Optional Channel Subelements There are 16 optional channel subelements of RSS 2.0. Technically speaking, you can leave these out altogether. However, I encourage you to add as many as you can. Much of this stuff is static; the content of the element never changes. Placing it into your RSS template or adding another line to a script is little work for the additional value of your feed's metadata. This is especially true for the first three subelements listed here:
Including HTML Within title or description
Since the early days of RSS 0.91, there's been an ongoing debate about whether the item/title or item/description elements may, or should, contain HTML. In my opinion, they should not, for both practical and philosophical reasons. Practically speaking, including HTML markup requires the client software to be able to parse or filter it. While this is fine with many desktop agents, it restricts developers looking for other uses of the data. This brings us to the philosophical aspect. RSS's second use, after providing headlines and content to desktop readers and sites, is to provide indexable metadata. By combining presentation and content (i.e., by including HTML markup within the description element), you could disable this feature.
However, my opinion lost out on this one. RSS 2.0 now allows for entity-encoded HTML within the item/description tag. It doesn't mention anything, in either direction, regarding item/title, and people are basically making it up as they go along. With that in mind, I still state that item/title at least should be considered plain text.
If you want to put HTML within the item/description element, you can do it in two ways:
Entity encoding
With entity encoding, the angle brackets of HTML tags are converted to their respective HTML entities, < and >. If you need to show angle brackets as literal characters, the ampersand character itself should be encoded as well:
This is a <em>lovely left angle bracket:</em> &lt;
Within a CDATA block
The alternative is to enclose the HTML within a CDATA block. This removes one level of entity encoding, as in:
<![CDATA[This is a <em>lovely left angle bracket:</em> <]]>
Either approach is acceptable according to the specification, and there is no way for a program to tell the difference between the two, or to tell if the description is actually just plain text that resembles encoded HTML. This is a major problem with the RSS 2.0 specification, as you'll see when we talk about parsing feeds. Atom and RSS 1.0 both have their own ways around this issue.
language
The language the feed is written in. This allows aggregators to index feeds by language and should contain the standard Internet language codes as per RFC 1766.

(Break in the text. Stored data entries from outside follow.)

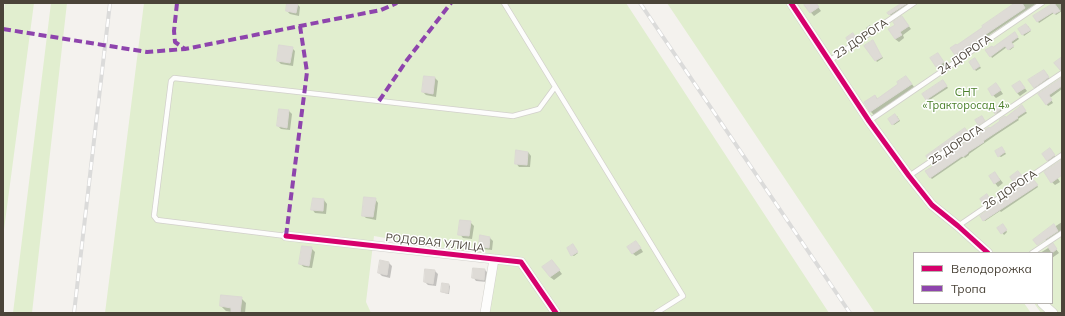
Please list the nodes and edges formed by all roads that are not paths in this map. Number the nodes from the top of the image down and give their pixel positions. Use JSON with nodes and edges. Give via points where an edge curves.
{"nodes":[{"id":1,"x":504,"y":3,"type":"edge"},
{"id":2,"x":914,"y":3,"type":"edge"},
{"id":3,"x":1042,"y":3,"type":"edge"},
{"id":4,"x":795,"y":4,"type":"edge"},
{"id":5,"x":828,"y":61,"type":"junction"},
{"id":6,"x":1062,"y":73,"type":"edge"},
{"id":7,"x":555,"y":87,"type":"junction"},
{"id":8,"x":869,"y":121,"type":"junction"},
{"id":9,"x":1062,"y":155,"type":"edge"},
{"id":10,"x":909,"y":176,"type":"junction"},
{"id":11,"x":958,"y":226,"type":"junction"},
{"id":12,"x":1062,"y":233,"type":"edge"},
{"id":13,"x":286,"y":236,"type":"joint"},
{"id":14,"x":987,"y":252,"type":"edge"},
{"id":15,"x":1034,"y":252,"type":"edge"},
{"id":16,"x":494,"y":259,"type":"junction"},
{"id":17,"x":1043,"y":304,"type":"edge"},
{"id":18,"x":485,"y":313,"type":"edge"},
{"id":19,"x":556,"y":313,"type":"edge"},
{"id":20,"x":656,"y":313,"type":"edge"},
{"id":21,"x":1053,"y":313,"type":"edge"}],
"edges":[{"from":1,"to":7,"type":"lane"},
{"from":2,"to":5,"type":"lane","name":"23 ДОРОГА"},
{"from":3,"to":8,"type":"lane","name":"24 ДОРОГА"},
{"from":4,"to":5,"type":"street"},
{"from":5,"to":8,"type":"street"},
{"from":6,"to":10,"type":"lane","name":"25 ДОРОГА"},
{"from":7,"to":13,"type":"lane","via":[[539,109],[513,116],[174,78],[171,81],[154,216],[157,220]]},
{"from":7,"to":20,"type":"lane","via":[[683,296]]},
{"from":8,"to":10,"type":"street"},
{"from":9,"to":11,"type":"lane","name":"26 ДОРОГА"},
{"from":10,"to":11,"type":"street","via":[[932,204]]},
{"from":11,"to":14,"type":"street"},
{"from":12,"to":15,"type":"lane"},
{"from":13,"to":16,"type":"street","name":"РОДОВАЯ УЛИЦА"},
{"from":16,"to":18,"type":"street"},
{"from":16,"to":19,"type":"street","name":"РОДОВАЯ УЛИЦА","via":[[521,262]]},
{"from":17,"to":21,"type":"street"}]}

<language>en-US</language>
copyright
A copyright notice for the content in the feed:
<copyright>Copyright 2004 Ben Hammersley</copyright>
managingEditor
The email address of the person to contact for editorial enquiries. It should be in the format:
name @example.com (FirstName LastName).
<managingEditor>ben@benhammersley.com (Ben Hammersley)</managingEditor>
webMaster
The email address of the person responsible for technical issues with the feed:
<webMaster>techsupport@benhammersley
.com (Geek McNerdy)</webMaster>
pubDate
The publication date of the content within the feed. For example, a daily morning newspaper publishes at a certain time early every morning. Technically, any information in the feed should not be displayed until after the publication date, so you can set pubDate to a time in the future and expect that the feed won't be displayed until after that time. Few existing RSS readers take any notice of this element in this way, however. Nevertheless, it should be in the format outlined in RFC 822:
<pubDate>Sun, 12 Sep 2004 19:00:40 GMT</pubDate>
lastBuildDate
The date and time, RFC 822--style, when the feed last changed. Note the difference between this and channel/pubDate. lastBuildDate must be in the past. It is this element that feed applications should take as the "last time updated" value and not channel/pubDate.

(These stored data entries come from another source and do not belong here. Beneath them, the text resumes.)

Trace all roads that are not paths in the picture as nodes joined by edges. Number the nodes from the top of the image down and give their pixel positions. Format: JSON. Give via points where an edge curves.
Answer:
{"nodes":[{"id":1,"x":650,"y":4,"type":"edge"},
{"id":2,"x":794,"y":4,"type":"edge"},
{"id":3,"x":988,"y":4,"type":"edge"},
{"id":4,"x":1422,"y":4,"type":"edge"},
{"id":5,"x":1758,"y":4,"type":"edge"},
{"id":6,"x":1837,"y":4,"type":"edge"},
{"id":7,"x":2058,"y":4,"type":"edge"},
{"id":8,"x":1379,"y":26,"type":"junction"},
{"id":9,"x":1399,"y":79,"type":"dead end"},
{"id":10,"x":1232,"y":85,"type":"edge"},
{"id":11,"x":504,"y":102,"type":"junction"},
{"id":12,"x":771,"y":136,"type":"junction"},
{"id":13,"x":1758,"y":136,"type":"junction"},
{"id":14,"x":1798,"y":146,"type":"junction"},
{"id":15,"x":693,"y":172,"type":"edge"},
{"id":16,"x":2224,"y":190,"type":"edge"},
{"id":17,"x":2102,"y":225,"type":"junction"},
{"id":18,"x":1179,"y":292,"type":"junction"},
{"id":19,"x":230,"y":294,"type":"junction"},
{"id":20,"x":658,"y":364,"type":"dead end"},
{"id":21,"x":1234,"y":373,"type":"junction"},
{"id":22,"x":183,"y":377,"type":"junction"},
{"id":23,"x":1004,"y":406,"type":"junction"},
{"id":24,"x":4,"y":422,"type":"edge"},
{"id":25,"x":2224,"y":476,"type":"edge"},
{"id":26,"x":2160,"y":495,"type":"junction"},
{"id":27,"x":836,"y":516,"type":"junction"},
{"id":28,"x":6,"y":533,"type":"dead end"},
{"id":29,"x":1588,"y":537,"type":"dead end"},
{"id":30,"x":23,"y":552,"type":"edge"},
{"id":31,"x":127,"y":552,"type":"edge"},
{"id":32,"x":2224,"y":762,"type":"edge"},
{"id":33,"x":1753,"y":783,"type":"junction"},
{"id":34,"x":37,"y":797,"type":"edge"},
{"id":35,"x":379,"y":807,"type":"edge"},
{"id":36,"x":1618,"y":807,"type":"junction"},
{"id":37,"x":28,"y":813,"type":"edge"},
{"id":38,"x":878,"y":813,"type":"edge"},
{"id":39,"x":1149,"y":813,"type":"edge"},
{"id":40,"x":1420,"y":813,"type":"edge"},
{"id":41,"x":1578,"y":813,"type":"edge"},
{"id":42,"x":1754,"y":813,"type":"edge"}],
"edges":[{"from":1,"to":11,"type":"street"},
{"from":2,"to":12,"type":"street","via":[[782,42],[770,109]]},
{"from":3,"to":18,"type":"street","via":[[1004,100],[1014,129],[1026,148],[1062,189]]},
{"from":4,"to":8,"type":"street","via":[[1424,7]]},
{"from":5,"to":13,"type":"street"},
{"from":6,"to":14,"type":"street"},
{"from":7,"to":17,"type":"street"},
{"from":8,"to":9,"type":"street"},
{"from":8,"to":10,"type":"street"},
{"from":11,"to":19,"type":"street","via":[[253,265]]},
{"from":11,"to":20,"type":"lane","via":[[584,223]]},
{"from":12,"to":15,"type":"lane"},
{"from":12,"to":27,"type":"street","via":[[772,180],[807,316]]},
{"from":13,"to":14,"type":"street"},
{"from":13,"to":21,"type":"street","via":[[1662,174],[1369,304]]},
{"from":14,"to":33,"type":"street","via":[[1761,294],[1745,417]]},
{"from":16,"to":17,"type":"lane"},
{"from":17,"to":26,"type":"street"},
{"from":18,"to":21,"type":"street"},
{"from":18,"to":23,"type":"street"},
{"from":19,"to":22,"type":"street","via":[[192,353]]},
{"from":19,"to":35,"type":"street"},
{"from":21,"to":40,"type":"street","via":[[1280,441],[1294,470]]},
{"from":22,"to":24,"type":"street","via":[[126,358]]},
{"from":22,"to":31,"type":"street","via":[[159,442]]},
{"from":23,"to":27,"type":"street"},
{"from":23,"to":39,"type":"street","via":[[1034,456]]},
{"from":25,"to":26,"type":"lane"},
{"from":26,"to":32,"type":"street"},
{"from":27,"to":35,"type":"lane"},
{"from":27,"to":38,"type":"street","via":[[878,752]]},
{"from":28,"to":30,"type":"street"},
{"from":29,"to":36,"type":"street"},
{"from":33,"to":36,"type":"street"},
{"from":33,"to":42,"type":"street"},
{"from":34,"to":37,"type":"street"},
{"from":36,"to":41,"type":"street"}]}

<pubDate>Sun, 12 Sep 2004 19:01:55 GMT</pubDate>
category
Identical in syntax to the item/category element you'll see later. This takes one optional attribute, domain. The value of category should be a forward-slash-separated string that identifies a hierarchical location in a taxonomy represented by the domain attribute. Sadly, there is no consensus either within the specification or in the real world as to any standard format for the domain attribute. It would seem most sensible to restrict it to a URL; however, it needn't necessarily be so.
<category domain="Syndic8">1765</category>
generator
This should contain a string indicating which program created the RSS file:
<generator>Movable Type v3.1b3</generator>
docs
A URL that points to an explanation of the standard for future reference. This should point to http://blogs.law.harvard.edu/tech/rss:
<docs>http://blogs.law.harvard.edu/ tech/rss</docs>
cloud
The <cloud/> element enables a rarely used feature known as "Publish and Subscribe," which we shall investigate fully in Chapter 9. It takes no value itself, but it has five mandatory attributes, themselves also explained in Chapter 9: domain, path, port, registerProcedure, and protocol.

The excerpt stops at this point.